Le Gouvernement, s'il accepte
de libéraliser l'usage de la cryptologie souhaite néanmoins
pouvoir contrôler les moyens qui permettraient d'assurer
la confidentialité des données transmises via Internet.
Dans les deux cas, les conditions
de déclaration ou d'autorisation feront l'objet d'un
décret pour leur mise en uvre, le projet de loi prévoyant
par avance que le décret pourrait être l'occasion de
dresser une liste de catégories de moyens qui pourraient
être exonérées de formalité ou contraints à une obligation
moindre.
Les entreprises dont l'activité
est celle de fournir des prestations de cryptologie
devront pour leur part, sous réserve d'en être exemptées
par décret, faire l'objet d'une déclaration préalable
auprès du Premier ministre. Sur ce point le texte ne
distingue pas entre les prestations qui assurent la
confidentialité des données de celles qui n'assureraient
que l'authentification ou le contrôle d'intégrité. Le
projet précise, s'il en était encore besoin, que ces
prestataires sont assujettis au secret professionnel.
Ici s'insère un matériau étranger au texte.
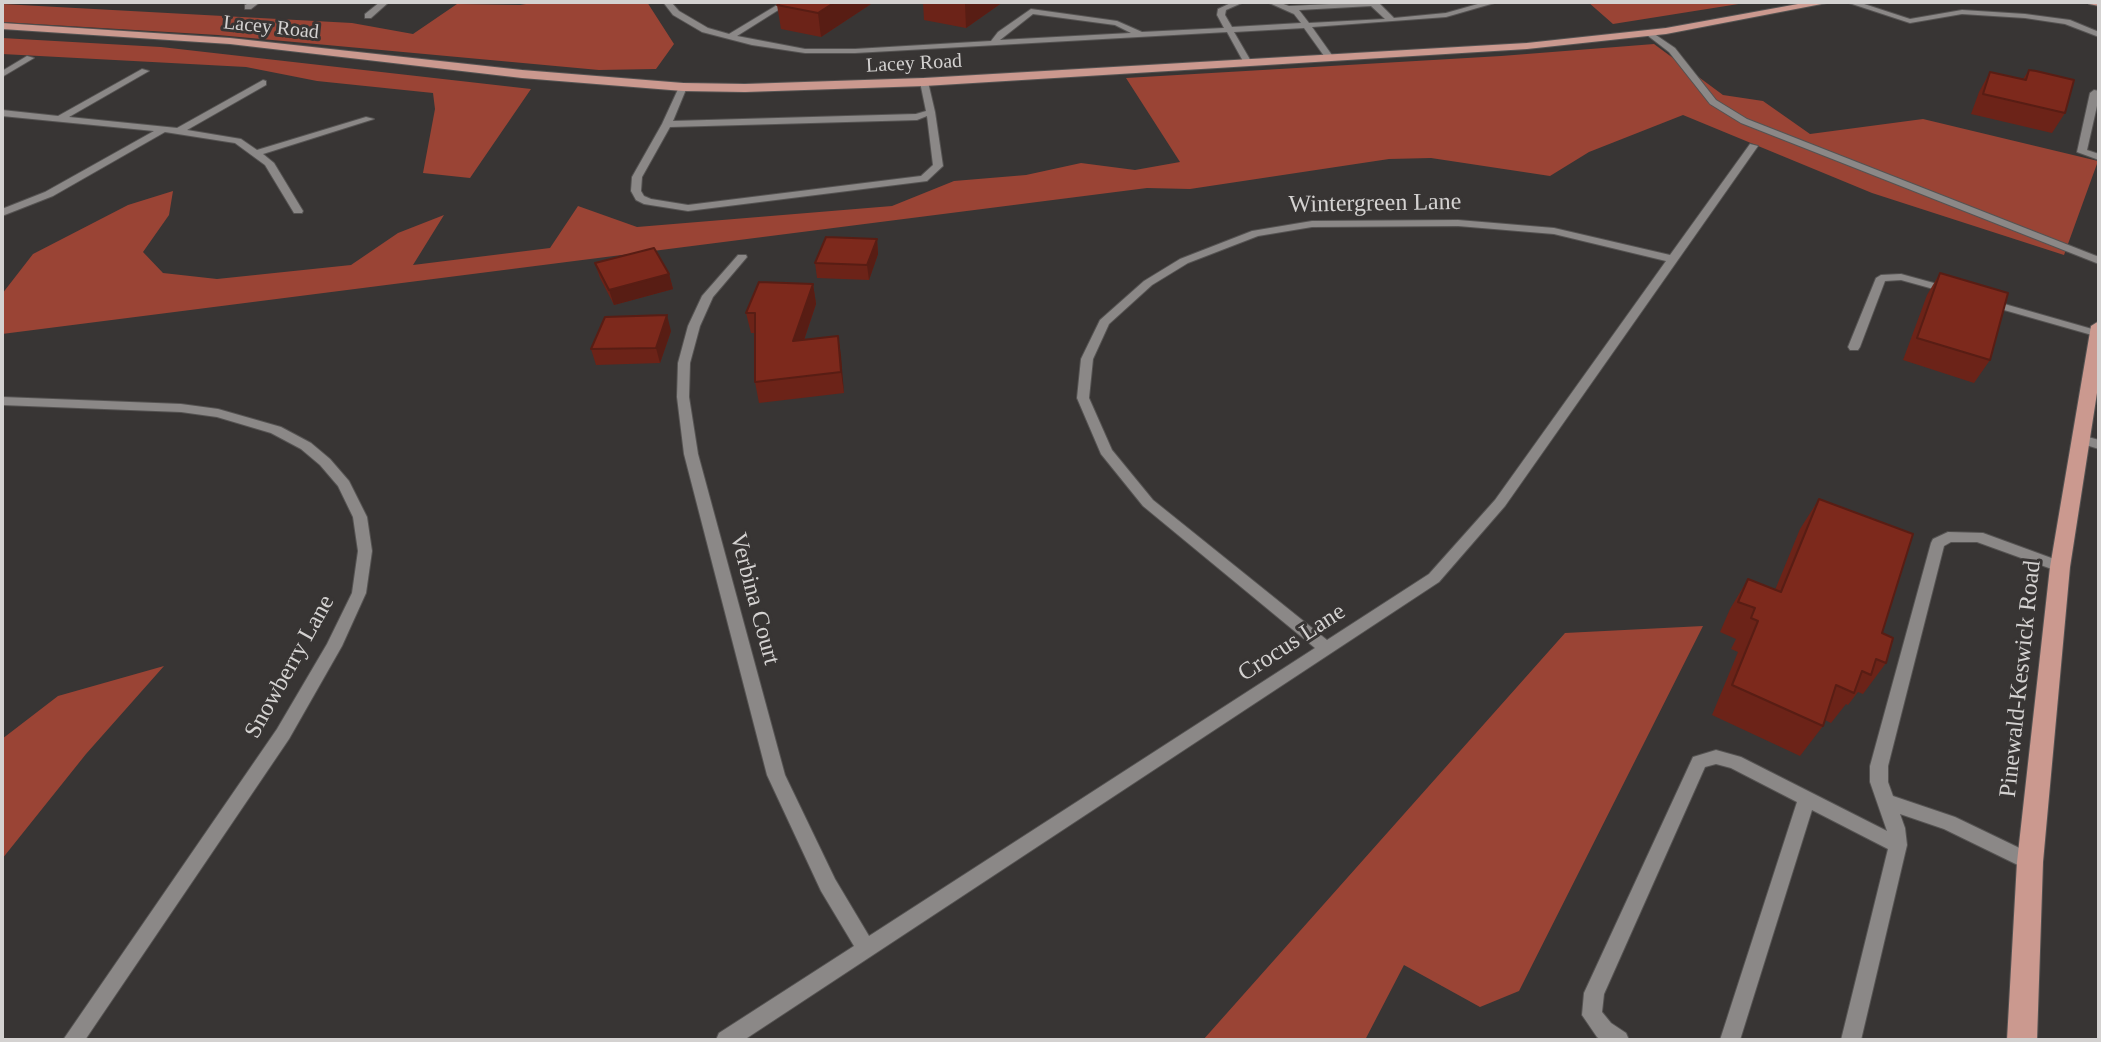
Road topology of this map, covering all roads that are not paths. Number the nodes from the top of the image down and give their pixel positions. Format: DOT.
graph roads {
  1 [pos="385,2"];
  2 [pos="667,2"];
  3 [pos="787,2"];
  4 [pos="1240,2"];
  5 [pos="1271,2"];
  6 [pos="1494,2"];
  7 [pos="1827,2"];
  8 [pos="1850,2"];
  9 [pos="1291,8"];
  10 [pos="368,16"];
  11 [pos="1391,20"];
  12 [pos="1307,25"];
  13 [pos="2,26"];
  14 [pos="1230,29"];
  15 [pos="1650,33"];
  16 [pos="1139,34"];
  17 [pos="2099,35"];
  18 [pos="730,37"];
  19 [pos="994,43"];
  20 [pos="30,58"];
  21 [pos="1330,58"];
  22 [pos="1248,63"];
  23 [pos="145,71"];
  24 [pos="2,74"];
  25 [pos="924,82"];
  26 [pos="263,83"];
  27 [pos="683,87"];
  28 [pos="2099,94"];
  29 [pos="931,112"];
  30 [pos="2,113"];
  31 [pos="62,117"];
  32 [pos="369,119"];
  33 [pos="667,124"];
  34 [pos="164,129"];
  35 [pos="178,131"];
  36 [pos="1753,146"];
  37 [pos="257,153"];
  38 [pos="2099,157"];
  39 [pos="298,211"];
  40 [pos="2,213"];
  41 [pos="742,257"];
  42 [pos="1673,259"];
  43 [pos="2099,261"];
  44 [pos="1956,292"];
  45 [pos="1970,297"];
  46 [pos="2098,330"];
  47 [pos="1854,347"];
  48 [pos="2,401"];
  49 [pos="2090,442"];
  50 [pos="2060,567"];
  51 [pos="1327,649"];
  52 [pos="1806,800"];
  53 [pos="1887,802"];
  54 [pos="1898,845"];
  55 [pos="2030,862"];
  56 [pos="866,948"];
  57 [pos="73,1040"];
  58 [pos="726,1040"];
  59 [pos="1619,1040"];
  60 [pos="1730,1040"];
  61 [pos="1851,1040"];
  62 [pos="2022,1040"];
  1 -- 10 [label="street"];
  2 -- 18 [label="street"];
  3 -- 18 [label="street"];
  4 -- 14 [label="street"];
  5 -- 9 [label="street"];
  6 -- 11 [label="street"];
  7 -- 15 [label="main road, Lacey Road"];
  8 -- 17 [label="street"];
  9 -- 11 [label="street"];
  9 -- 12 [label="street"];
  11 -- 12 [label="street"];
  12 -- 14 [label="street"];
  12 -- 21 [label="street"];
  13 -- 27 [label="main road, Lacey Road"];
  14 -- 16 [label="street"];
  14 -- 22 [label="street"];
  15 -- 21 [label="main road, Lacey Road"];
  15 -- 43 [label="street"];
  16 -- 19 [label="street"];
  16 -- 19 [label="street"];
  18 -- 19 [label="street"];
  20 -- 24 [label="street"];
  21 -- 22 [label="main road, Lacey Road"];
  22 -- 25 [label="main road, Lacey Road"];
  23 -- 31 [label="street"];
  25 -- 27 [label="main road, Lacey Road"];
  25 -- 29 [label="street"];
  26 -- 35 [label="street"];
  27 -- 33 [label="street"];
  28 -- 38 [label="street"];
  29 -- 33 [label="street"];
  29 -- 33 [label="street"];
  30 -- 31 [label="street"];
  31 -- 34 [label="street"];
  32 -- 37 [label="street"];
  34 -- 35 [label="street"];
  34 -- 40 [label="street"];
  35 -- 37 [label="street"];
  36 -- 42 [label="street, Crocus Lane"];
  37 -- 39 [label="street"];
  41 -- 56 [label="street, Verbina Court"];
  42 -- 51 [label="street, Crocus Lane"];
  42 -- 51 [label="street, Wintergreen Lane"];
  44 -- 47 [label="street"];
  45 -- 46 [label="street"];
  46 -- 49 [label="main road, Pinewald-Keswick Road"];
  48 -- 57 [label="street, Snowberry Lane"];
  49 -- 50 [label="main road, Pinewald-Keswick Road"];
  50 -- 53 [label="street"];
  50 -- 55 [label="main road, Pinewald-Keswick Road"];
  51 -- 56 [label="street, Crocus Lane"];
  52 -- 54 [label="street"];
  52 -- 59 [label="street"];
  52 -- 60 [label="street"];
  53 -- 54 [label="street"];
  53 -- 55 [label="street"];
  54 -- 61 [label="street"];
  55 -- 62 [label="main road, Pinewald-Keswick Road"];
  56 -- 58 [label="street, Crocus Lane"];
}
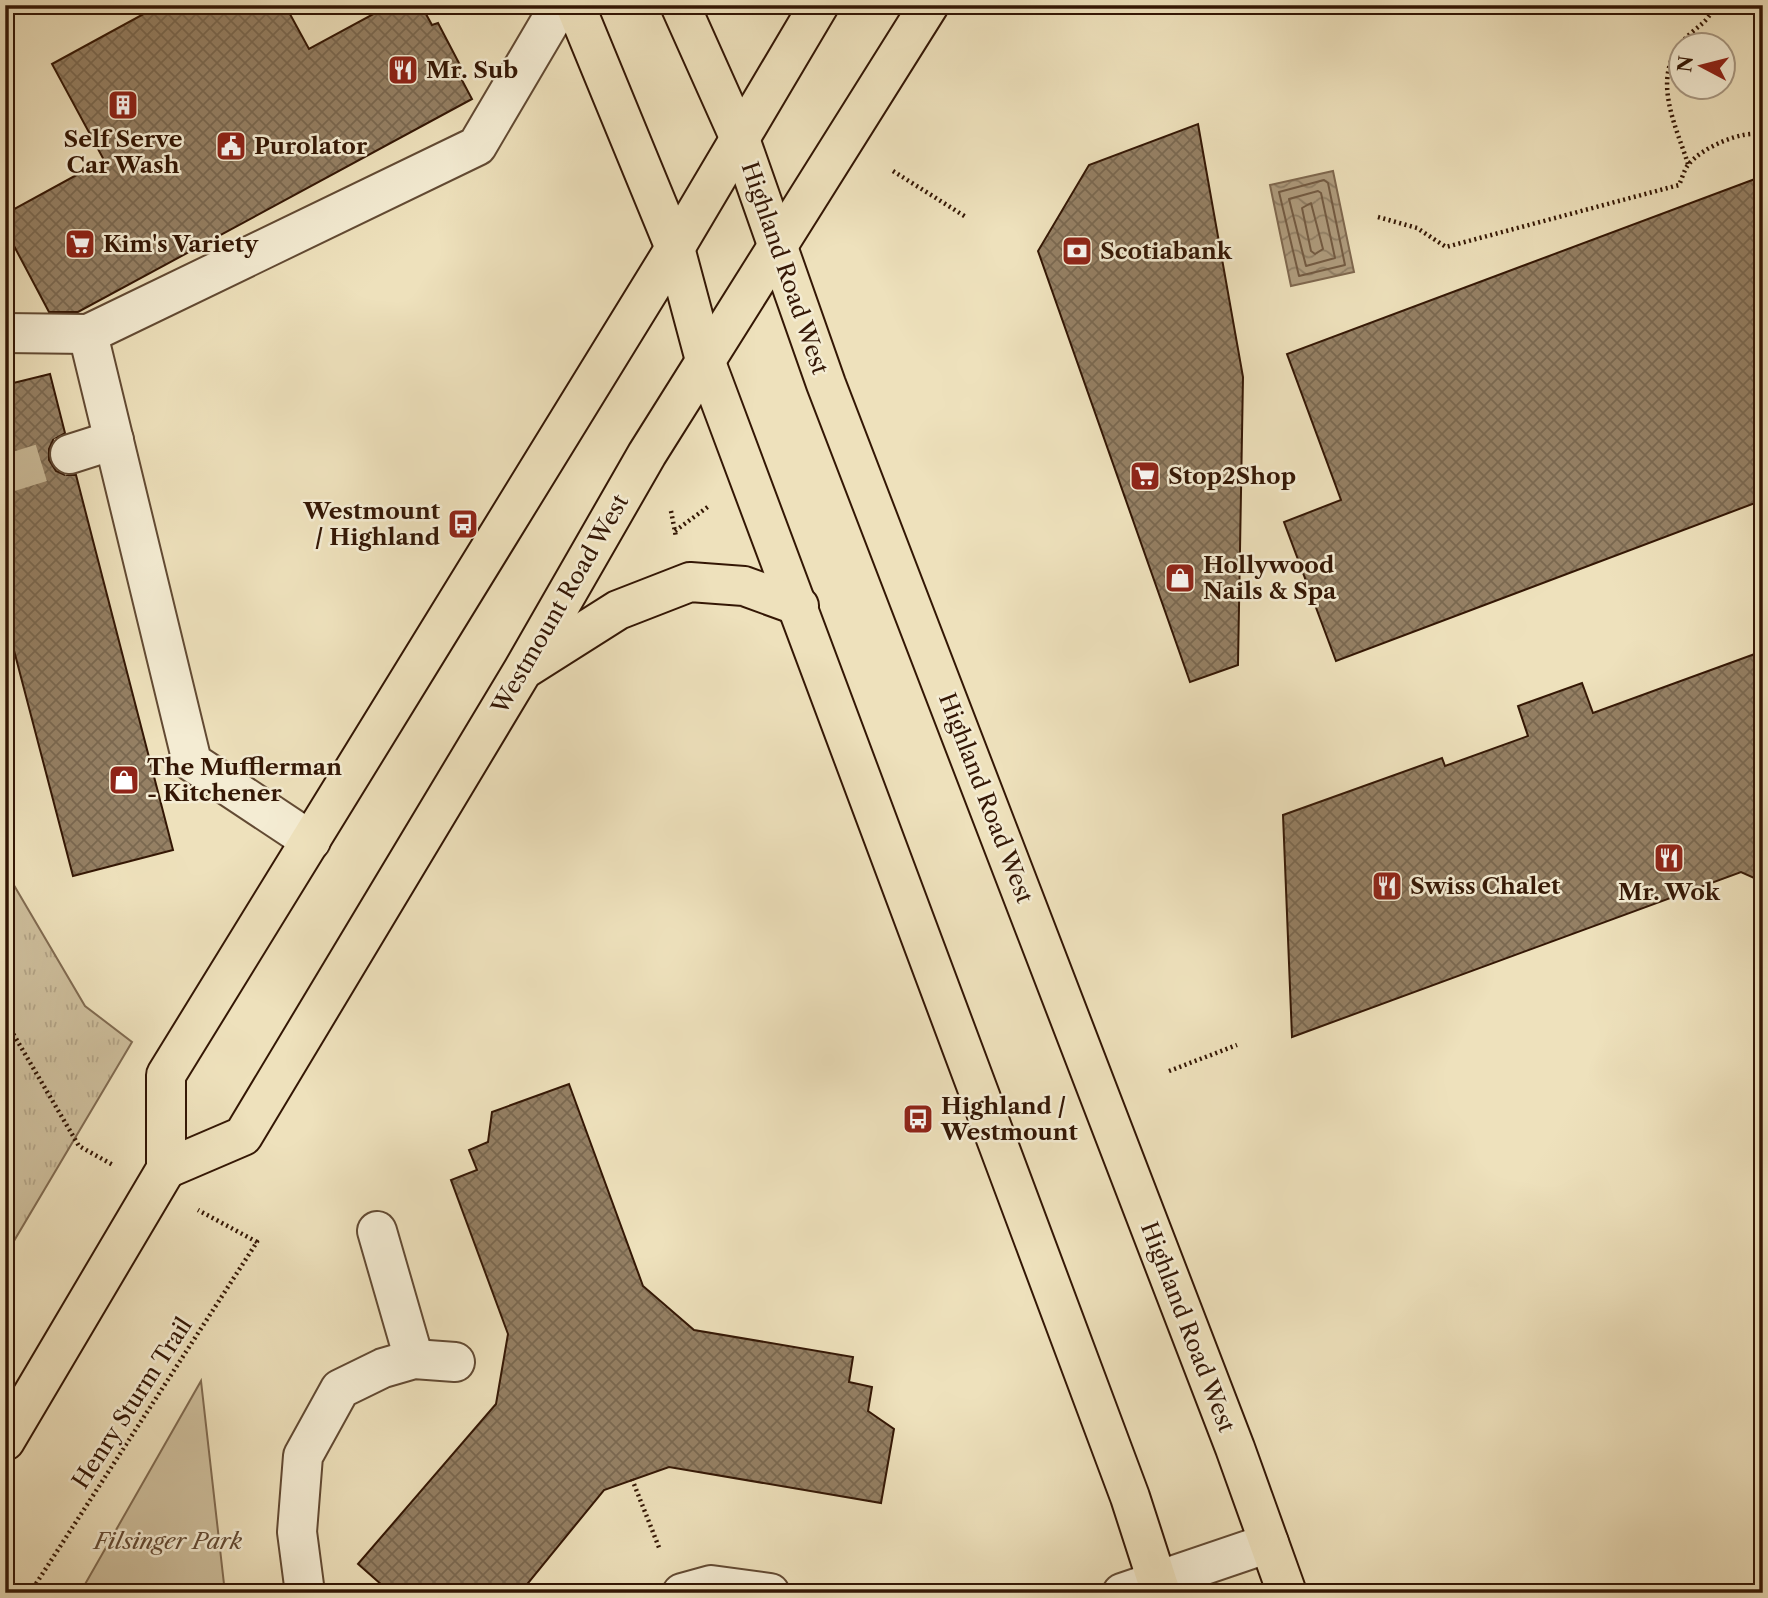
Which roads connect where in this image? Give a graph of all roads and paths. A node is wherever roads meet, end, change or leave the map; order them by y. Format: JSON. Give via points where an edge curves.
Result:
{"nodes":[{"id":1,"x":560,"y":5,"type":"edge"},
{"id":2,"x":575,"y":5,"type":"edge"},
{"id":3,"x":680,"y":5,"type":"edge"},
{"id":4,"x":819,"y":5,"type":"edge"},
{"id":5,"x":929,"y":5,"type":"edge"},
{"id":6,"x":1716,"y":5,"type":"edge"},
{"id":7,"x":1763,"y":135,"type":"edge"},
{"id":8,"x":740,"y":139,"type":"junction"},
{"id":9,"x":1688,"y":164,"type":"junction"},
{"id":10,"x":893,"y":171,"type":"dead end"},
{"id":11,"x":1378,"y":216,"type":"dead end"},
{"id":12,"x":966,"y":217,"type":"dead end"},
{"id":13,"x":675,"y":248,"type":"junction"},
{"id":14,"x":777,"y":251,"type":"junction"},
{"id":15,"x":5,"y":333,"type":"edge"},
{"id":16,"x":88,"y":334,"type":"junction"},
{"id":17,"x":705,"y":360,"type":"junction"},
{"id":18,"x":114,"y":440,"type":"junction"},
{"id":19,"x":70,"y":454,"type":"tunnel mouth"},
{"id":20,"x":715,"y":501,"type":"dead end"},
{"id":21,"x":670,"y":507,"type":"dead end"},
{"id":22,"x":675,"y":531,"type":"junction"},
{"id":23,"x":678,"y":542,"type":"dead end"},
{"id":24,"x":799,"y":606,"type":"junction"},
{"id":25,"x":523,"y":670,"type":"junction"},
{"id":26,"x":311,"y":841,"type":"junction"},
{"id":27,"x":5,"y":1020,"type":"edge"},
{"id":28,"x":1237,"y":1045,"type":"dead end"},
{"id":29,"x":1169,"y":1071,"type":"dead end"},
{"id":30,"x":92,"y":1154,"type":"dead end"},
{"id":31,"x":166,"y":1169,"type":"junction"},
{"id":32,"x":377,"y":1231,"type":"dead end"},
{"id":33,"x":247,"y":1237,"type":"dead end"},
{"id":34,"x":414,"y":1359,"type":"junction"},
{"id":35,"x":455,"y":1362,"type":"dead end"},
{"id":36,"x":5,"y":1441,"type":"edge"},
{"id":37,"x":632,"y":1479,"type":"dead end"},
{"id":38,"x":1269,"y":1543,"type":"junction"},
{"id":39,"x":661,"y":1555,"type":"dead end"},
{"id":40,"x":1147,"y":1589,"type":"edge"},
{"id":41,"x":30,"y":1593,"type":"edge"},
{"id":42,"x":305,"y":1593,"type":"edge"},
{"id":43,"x":682,"y":1593,"type":"edge"},
{"id":44,"x":770,"y":1593,"type":"edge"},
{"id":45,"x":1287,"y":1593,"type":"edge"}],
"edges":[{"from":1,"to":16,"type":"street","via":[[477,146]]},
{"from":2,"to":13,"type":"main road"},
{"from":3,"to":8,"type":"main road","name":"Highland Road West"},
{"from":4,"to":8,"type":"main road"},
{"from":5,"to":14,"type":"main road","name":"Westmount Road West"},
{"from":6,"to":9,"type":"path","via":[[1705,24],[1685,39],[1669,61],[1666,97]]},
{"from":7,"to":9,"type":"path","via":[[1751,132],[1729,137]]},
{"from":8,"to":13,"type":"main road"},
{"from":8,"to":14,"type":"main road","name":"Highland Road West"},
{"from":9,"to":11,"type":"path","via":[[1679,186],[1446,247],[1417,228]]},
{"from":10,"to":12,"type":"path"},
{"from":13,"to":17,"type":"main road"},
{"from":13,"to":26,"type":"main road"},
{"from":14,"to":17,"type":"main road","name":"Westmount Road West"},
{"from":14,"to":38,"type":"main road","name":"Highland Road West"},
{"from":15,"to":16,"type":"street"},
{"from":16,"to":18,"type":"street"},
{"from":17,"to":24,"type":"main road"},
{"from":17,"to":25,"type":"main road","name":"Westmount Road West"},
{"from":18,"to":19,"type":"street"},
{"from":18,"to":26,"type":"street","via":[[192,762]]},
{"from":20,"to":22,"type":"path"},
{"from":21,"to":22,"type":"path"},
{"from":22,"to":23,"type":"path"},
{"from":24,"to":25,"type":"main road","via":[[744,586],[690,582],[618,610]]},
{"from":24,"to":40,"type":"main road","via":[[1130,1497]]},
{"from":25,"to":31,"type":"main road","name":"Westmount Road West","via":[[243,1136]]},
{"from":26,"to":31,"type":"main road","via":[[166,1075]]},
{"from":27,"to":30,"type":"path","via":[[79,1146]]},
{"from":28,"to":29,"type":"path"},
{"from":31,"to":36,"type":"main road"},
{"from":32,"to":34,"type":"street"},
{"from":33,"to":41,"type":"path","name":"Henry Sturm Trail","via":[[257,1242]]},
{"from":34,"to":35,"type":"street"},
{"from":34,"to":42,"type":"street","via":[[340,1389],[303,1456],[297,1532]]},
{"from":37,"to":39,"type":"path"},
{"from":38,"to":40,"type":"street"},
{"from":38,"to":45,"type":"main road","name":"Highland Road West"},
{"from":43,"to":44,"type":"street","via":[[712,1585]]}]}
S'agissant plus précisément
des prestataires qui assurent des prestations de cryptologie
à des fins de confidentialité, le projet précise qu'ils
sont présumés responsables, jusqu'à preuve contraire,
et malgré toute disposition contractuelle contraire,
du "préjudice causé aux personnes leur confiant la gestion
de leurs conventions secrètes en cas d'atteinte à l'intégrité,
à la confidentialité ou à la disponibilité des données
transformées à l'aide de ces conventions". Cette présomption
ne pourra être levée par ledit prestataire que s'il
est en mesure de démontrer qu'il n'a commis aucune faute
intentionnelle ou de négligence.
Le texte précise également
l'étendue de la responsabilité des prestataires de certification
électronique, que l'on retrouve essentiellement dans
la réglementation du 13 mars 2000 et ses décrets.
Ainsi ces prestataires :
- sont présumés responsables du préjudice causé aux
personnes qui se sont fiées raisonnablement aux certificats
présentés comme qualifiés qu'elles délivrent, lorsqu'il
s'avère que ces certificats ne sont pas qualifiés ;
- Doivent justifier d'une garantie financière suffisante,
spécialement affectée au paiement des sommes qu'ils
pourraient devoir aux personnes s'étant fiées raisonnablement
aux certificats qualifiés qu'elles délivrent , ou d'une
assurance garantissant les conséquences pécuniaires
de leur responsabilité professionnelle. .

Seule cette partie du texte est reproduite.